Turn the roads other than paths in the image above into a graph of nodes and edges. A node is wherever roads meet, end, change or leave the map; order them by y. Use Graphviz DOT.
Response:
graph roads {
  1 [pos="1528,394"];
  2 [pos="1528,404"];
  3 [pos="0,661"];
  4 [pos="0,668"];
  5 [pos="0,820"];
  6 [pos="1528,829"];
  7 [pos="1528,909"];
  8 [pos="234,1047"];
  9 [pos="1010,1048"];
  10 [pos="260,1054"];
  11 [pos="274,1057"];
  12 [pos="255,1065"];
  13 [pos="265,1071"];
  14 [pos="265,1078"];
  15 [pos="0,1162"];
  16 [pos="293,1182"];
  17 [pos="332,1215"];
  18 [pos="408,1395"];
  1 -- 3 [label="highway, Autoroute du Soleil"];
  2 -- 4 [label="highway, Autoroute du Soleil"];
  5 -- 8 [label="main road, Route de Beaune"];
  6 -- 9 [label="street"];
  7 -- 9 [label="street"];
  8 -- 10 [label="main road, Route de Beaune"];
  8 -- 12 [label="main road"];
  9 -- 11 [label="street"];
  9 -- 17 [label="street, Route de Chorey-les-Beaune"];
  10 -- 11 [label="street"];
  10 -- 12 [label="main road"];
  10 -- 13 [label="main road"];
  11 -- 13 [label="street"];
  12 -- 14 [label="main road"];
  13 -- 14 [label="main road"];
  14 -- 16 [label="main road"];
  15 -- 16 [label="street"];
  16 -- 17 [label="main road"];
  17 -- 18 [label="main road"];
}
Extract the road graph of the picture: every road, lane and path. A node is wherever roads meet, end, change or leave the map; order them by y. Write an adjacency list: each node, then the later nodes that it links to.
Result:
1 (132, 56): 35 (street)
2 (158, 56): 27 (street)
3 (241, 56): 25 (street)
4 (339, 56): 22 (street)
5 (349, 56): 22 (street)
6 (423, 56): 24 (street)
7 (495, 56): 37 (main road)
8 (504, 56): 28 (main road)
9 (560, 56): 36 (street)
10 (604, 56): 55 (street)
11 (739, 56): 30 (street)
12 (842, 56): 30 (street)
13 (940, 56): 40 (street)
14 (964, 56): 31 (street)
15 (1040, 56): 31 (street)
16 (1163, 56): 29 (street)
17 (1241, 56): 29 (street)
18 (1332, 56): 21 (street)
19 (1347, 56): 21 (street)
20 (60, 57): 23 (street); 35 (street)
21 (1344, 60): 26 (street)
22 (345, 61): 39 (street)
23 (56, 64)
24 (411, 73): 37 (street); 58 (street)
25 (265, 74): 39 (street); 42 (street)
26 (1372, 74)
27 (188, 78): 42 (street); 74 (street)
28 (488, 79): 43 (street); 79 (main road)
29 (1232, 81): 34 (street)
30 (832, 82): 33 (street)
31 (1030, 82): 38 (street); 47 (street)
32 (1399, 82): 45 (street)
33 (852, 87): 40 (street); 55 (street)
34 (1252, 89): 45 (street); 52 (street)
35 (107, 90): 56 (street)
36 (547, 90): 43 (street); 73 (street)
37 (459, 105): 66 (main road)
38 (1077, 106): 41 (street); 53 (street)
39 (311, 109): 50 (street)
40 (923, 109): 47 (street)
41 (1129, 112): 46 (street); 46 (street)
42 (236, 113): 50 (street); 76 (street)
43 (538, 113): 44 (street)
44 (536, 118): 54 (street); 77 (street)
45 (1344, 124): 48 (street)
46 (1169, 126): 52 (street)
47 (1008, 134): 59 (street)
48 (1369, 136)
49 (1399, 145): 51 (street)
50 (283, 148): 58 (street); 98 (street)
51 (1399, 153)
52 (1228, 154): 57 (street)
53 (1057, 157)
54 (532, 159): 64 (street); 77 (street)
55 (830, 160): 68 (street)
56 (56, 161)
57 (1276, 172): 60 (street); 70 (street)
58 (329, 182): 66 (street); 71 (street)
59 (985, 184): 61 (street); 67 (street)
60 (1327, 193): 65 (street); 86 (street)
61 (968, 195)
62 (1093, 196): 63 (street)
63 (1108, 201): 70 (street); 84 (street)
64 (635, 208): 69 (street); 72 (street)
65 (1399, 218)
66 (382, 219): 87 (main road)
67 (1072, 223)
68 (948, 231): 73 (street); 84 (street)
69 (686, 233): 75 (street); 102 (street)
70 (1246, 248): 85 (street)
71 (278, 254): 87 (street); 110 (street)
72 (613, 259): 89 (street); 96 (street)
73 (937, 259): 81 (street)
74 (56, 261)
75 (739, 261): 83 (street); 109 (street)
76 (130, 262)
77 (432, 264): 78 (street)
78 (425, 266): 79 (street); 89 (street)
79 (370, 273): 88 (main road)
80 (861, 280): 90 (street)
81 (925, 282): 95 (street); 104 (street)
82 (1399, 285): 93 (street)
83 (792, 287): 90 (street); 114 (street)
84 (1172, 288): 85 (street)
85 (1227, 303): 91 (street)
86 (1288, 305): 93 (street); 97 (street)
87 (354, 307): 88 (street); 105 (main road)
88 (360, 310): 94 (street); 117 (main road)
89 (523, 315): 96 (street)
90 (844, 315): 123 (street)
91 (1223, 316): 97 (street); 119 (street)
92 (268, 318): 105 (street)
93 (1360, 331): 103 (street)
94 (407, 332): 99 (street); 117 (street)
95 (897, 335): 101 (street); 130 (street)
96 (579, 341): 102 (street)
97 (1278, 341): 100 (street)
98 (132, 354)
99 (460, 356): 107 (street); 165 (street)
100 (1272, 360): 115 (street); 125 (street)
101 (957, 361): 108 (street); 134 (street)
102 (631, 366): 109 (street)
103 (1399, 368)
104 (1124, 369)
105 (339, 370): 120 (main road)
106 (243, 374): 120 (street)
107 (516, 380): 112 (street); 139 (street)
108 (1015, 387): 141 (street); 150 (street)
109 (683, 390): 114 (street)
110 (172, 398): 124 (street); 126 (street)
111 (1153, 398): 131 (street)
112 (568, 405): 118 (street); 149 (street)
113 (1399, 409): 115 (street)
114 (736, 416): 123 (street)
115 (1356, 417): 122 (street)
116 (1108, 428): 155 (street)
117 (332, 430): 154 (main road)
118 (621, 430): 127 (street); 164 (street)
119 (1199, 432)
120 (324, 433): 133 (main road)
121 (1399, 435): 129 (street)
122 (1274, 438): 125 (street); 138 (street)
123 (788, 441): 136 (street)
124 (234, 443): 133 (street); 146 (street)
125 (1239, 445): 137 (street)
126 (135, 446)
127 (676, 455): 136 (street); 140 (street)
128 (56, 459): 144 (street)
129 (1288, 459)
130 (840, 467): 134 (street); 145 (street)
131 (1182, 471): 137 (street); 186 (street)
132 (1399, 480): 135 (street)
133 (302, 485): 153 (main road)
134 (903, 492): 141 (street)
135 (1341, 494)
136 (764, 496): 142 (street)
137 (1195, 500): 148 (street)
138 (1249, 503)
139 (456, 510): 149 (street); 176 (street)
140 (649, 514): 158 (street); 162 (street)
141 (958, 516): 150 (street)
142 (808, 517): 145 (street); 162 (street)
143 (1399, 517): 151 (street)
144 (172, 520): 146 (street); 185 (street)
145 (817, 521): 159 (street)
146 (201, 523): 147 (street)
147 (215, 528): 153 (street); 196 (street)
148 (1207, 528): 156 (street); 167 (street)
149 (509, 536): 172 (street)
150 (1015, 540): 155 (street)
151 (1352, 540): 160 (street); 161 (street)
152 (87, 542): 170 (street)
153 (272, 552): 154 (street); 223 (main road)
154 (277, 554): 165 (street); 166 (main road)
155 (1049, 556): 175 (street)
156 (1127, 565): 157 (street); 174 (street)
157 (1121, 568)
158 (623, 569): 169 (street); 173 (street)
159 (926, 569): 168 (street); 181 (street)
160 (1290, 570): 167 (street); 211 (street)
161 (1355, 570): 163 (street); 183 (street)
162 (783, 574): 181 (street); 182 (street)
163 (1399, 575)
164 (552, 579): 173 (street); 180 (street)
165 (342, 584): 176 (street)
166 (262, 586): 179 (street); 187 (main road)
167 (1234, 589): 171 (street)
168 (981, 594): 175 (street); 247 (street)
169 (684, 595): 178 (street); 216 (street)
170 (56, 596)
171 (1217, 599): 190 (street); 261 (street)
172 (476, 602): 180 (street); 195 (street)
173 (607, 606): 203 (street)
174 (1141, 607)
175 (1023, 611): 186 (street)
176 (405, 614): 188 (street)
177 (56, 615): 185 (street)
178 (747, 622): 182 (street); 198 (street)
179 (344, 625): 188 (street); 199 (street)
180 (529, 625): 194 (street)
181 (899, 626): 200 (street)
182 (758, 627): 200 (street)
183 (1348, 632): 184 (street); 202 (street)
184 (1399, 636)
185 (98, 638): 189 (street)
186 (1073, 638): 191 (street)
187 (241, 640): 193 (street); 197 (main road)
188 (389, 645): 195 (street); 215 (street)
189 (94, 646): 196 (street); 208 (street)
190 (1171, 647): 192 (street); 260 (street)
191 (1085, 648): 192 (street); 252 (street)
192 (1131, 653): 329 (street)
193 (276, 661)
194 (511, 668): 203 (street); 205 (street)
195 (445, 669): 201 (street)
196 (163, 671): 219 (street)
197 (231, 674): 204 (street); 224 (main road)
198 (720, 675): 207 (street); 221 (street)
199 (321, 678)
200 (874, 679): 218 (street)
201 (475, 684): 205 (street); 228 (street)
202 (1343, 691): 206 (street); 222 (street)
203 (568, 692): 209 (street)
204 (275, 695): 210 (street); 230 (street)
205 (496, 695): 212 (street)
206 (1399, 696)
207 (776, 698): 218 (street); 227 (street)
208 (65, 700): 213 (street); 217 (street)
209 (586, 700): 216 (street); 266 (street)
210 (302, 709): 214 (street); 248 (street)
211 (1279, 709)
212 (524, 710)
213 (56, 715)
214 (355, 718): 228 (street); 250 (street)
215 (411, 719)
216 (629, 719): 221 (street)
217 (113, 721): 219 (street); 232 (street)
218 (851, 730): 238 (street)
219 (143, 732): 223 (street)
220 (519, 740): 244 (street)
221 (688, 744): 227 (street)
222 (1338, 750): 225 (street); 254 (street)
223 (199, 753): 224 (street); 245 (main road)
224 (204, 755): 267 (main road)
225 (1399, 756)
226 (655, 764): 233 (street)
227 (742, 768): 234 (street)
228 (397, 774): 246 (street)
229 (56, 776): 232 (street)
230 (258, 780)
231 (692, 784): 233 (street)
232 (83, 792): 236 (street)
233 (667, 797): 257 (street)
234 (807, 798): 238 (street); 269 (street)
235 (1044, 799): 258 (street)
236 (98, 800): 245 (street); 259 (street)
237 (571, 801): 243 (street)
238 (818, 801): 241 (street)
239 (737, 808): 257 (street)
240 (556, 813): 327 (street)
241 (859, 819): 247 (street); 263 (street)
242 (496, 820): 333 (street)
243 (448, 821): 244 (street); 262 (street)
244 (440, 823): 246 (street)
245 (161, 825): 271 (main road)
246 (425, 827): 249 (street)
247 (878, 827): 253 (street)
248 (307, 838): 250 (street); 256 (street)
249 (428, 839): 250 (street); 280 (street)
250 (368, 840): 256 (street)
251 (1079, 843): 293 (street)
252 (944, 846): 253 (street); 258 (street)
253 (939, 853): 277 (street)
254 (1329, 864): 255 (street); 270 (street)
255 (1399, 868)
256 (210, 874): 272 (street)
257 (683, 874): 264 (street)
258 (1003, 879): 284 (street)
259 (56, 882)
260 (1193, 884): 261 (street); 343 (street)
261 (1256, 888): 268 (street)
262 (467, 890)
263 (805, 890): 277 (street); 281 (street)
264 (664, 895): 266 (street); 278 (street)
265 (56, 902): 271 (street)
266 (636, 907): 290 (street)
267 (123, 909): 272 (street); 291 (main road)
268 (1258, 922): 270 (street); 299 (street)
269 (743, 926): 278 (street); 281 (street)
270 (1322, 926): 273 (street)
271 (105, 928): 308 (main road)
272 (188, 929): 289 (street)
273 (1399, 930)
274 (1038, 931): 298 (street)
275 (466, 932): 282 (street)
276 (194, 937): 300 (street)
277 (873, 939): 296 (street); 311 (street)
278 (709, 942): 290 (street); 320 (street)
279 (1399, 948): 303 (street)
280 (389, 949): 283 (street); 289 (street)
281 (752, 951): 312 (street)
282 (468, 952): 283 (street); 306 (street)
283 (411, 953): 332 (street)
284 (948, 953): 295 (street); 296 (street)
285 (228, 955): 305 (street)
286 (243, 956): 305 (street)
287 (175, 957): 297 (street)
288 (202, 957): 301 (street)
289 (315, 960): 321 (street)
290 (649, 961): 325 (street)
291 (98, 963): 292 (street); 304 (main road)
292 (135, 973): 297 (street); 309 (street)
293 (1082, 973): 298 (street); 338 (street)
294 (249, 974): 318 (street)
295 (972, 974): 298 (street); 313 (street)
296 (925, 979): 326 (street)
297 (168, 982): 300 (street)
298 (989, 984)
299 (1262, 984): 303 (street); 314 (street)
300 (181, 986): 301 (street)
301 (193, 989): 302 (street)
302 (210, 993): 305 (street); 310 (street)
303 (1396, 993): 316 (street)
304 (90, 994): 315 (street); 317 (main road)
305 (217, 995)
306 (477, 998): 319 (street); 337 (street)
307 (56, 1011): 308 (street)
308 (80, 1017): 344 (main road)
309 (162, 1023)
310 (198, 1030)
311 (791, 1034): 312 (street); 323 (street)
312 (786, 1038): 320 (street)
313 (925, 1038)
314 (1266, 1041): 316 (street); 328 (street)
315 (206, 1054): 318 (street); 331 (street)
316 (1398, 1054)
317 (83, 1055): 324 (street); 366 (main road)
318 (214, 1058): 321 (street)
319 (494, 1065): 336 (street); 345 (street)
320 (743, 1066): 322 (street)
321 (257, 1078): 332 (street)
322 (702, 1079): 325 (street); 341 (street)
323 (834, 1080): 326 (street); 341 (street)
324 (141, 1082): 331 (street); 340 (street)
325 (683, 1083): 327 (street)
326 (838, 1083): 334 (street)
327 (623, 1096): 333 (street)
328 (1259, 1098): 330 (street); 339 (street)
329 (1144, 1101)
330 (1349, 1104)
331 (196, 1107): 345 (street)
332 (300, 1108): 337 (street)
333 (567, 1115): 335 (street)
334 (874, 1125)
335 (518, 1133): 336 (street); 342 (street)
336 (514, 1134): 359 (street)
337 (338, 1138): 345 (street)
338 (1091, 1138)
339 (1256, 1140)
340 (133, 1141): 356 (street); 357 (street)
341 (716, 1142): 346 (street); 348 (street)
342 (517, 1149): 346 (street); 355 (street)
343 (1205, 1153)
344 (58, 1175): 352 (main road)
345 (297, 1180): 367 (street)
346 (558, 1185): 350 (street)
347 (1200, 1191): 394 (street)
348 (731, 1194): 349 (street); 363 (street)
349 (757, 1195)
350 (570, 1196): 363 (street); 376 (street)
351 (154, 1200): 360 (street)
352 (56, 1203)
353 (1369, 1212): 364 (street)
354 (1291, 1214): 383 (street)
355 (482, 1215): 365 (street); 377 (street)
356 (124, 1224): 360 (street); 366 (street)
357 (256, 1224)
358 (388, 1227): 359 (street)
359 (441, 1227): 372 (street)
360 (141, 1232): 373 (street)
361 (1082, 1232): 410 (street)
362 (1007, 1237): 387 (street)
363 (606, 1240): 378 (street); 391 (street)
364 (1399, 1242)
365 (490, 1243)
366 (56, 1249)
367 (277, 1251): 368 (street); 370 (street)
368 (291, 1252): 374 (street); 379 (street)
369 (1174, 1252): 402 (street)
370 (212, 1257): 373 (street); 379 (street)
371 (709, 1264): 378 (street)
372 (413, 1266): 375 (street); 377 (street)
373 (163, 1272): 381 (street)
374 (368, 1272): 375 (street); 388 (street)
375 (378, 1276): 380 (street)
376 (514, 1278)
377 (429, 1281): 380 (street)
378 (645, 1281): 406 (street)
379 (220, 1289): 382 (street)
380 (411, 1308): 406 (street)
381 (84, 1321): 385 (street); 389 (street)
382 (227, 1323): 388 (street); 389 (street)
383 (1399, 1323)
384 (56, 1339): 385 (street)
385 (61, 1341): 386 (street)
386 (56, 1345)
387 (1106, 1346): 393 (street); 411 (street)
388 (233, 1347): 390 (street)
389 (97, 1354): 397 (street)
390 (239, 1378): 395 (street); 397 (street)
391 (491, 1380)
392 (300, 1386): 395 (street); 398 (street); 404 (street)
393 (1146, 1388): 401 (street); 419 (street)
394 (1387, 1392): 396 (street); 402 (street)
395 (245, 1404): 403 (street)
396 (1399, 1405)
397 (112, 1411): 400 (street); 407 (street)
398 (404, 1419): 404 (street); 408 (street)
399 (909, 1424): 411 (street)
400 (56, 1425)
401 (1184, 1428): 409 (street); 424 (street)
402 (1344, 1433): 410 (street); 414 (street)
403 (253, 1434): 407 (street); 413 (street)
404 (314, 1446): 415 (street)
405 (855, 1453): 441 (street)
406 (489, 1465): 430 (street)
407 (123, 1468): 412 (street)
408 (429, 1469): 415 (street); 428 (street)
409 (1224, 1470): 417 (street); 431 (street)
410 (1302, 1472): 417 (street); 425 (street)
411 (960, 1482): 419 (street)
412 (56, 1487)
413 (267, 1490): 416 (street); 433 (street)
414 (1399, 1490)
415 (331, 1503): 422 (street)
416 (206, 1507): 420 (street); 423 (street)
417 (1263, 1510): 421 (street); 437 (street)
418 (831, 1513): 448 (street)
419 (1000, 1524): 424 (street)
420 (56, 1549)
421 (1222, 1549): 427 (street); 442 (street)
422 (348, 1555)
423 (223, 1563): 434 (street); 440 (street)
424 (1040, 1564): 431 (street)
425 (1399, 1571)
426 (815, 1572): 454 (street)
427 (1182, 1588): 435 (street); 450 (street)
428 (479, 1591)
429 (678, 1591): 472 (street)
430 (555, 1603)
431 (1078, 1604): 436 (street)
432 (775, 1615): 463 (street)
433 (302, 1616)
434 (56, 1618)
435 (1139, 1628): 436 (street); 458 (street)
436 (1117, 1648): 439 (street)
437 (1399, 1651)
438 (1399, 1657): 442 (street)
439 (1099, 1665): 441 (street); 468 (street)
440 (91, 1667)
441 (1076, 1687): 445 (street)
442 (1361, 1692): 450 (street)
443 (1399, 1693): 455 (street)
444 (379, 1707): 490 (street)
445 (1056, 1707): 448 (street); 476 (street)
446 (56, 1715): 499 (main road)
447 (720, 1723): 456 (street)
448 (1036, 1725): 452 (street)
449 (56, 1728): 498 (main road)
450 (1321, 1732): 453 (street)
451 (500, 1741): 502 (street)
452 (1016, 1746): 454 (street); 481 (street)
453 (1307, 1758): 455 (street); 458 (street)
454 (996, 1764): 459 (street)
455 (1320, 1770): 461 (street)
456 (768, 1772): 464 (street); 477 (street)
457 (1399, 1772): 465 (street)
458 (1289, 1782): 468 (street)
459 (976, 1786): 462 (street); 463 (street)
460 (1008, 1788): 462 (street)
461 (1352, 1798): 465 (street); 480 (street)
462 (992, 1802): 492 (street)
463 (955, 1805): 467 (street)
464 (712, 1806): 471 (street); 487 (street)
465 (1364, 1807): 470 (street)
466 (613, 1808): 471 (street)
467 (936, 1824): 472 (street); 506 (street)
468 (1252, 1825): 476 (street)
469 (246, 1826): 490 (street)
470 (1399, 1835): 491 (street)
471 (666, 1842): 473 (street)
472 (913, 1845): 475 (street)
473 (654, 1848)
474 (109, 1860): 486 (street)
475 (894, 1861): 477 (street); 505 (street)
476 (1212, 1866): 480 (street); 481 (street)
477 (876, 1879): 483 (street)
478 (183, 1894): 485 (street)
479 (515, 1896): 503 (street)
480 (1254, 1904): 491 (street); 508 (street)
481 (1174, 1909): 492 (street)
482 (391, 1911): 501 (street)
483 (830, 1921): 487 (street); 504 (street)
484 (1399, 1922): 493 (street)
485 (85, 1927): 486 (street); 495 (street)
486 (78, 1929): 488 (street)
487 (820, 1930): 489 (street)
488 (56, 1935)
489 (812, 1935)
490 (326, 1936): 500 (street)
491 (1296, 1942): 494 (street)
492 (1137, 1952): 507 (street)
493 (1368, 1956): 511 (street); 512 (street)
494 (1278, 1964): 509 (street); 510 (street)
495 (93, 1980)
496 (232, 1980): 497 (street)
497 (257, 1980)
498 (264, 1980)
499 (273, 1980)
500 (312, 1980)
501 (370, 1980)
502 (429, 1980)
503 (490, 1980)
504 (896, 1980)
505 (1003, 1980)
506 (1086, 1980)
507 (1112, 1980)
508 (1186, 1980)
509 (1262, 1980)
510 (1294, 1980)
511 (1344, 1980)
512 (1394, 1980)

=-=-=-=-=

- What the task requires -
From the listing above, copy every line that includes the word "wherever".

- Solution -
Turn the roads other than paths in the image above into a graph of nodes and edges. A node is wherever roads meet, end, change or leave the map; order them by y. Use Graphviz DOT.
Extract the road graph of the picture: every road, lane and path. A node is wherever roads meet, end, change or leave the map; order them by y. Write an adjacency list: each node, then the later nodes that it links to.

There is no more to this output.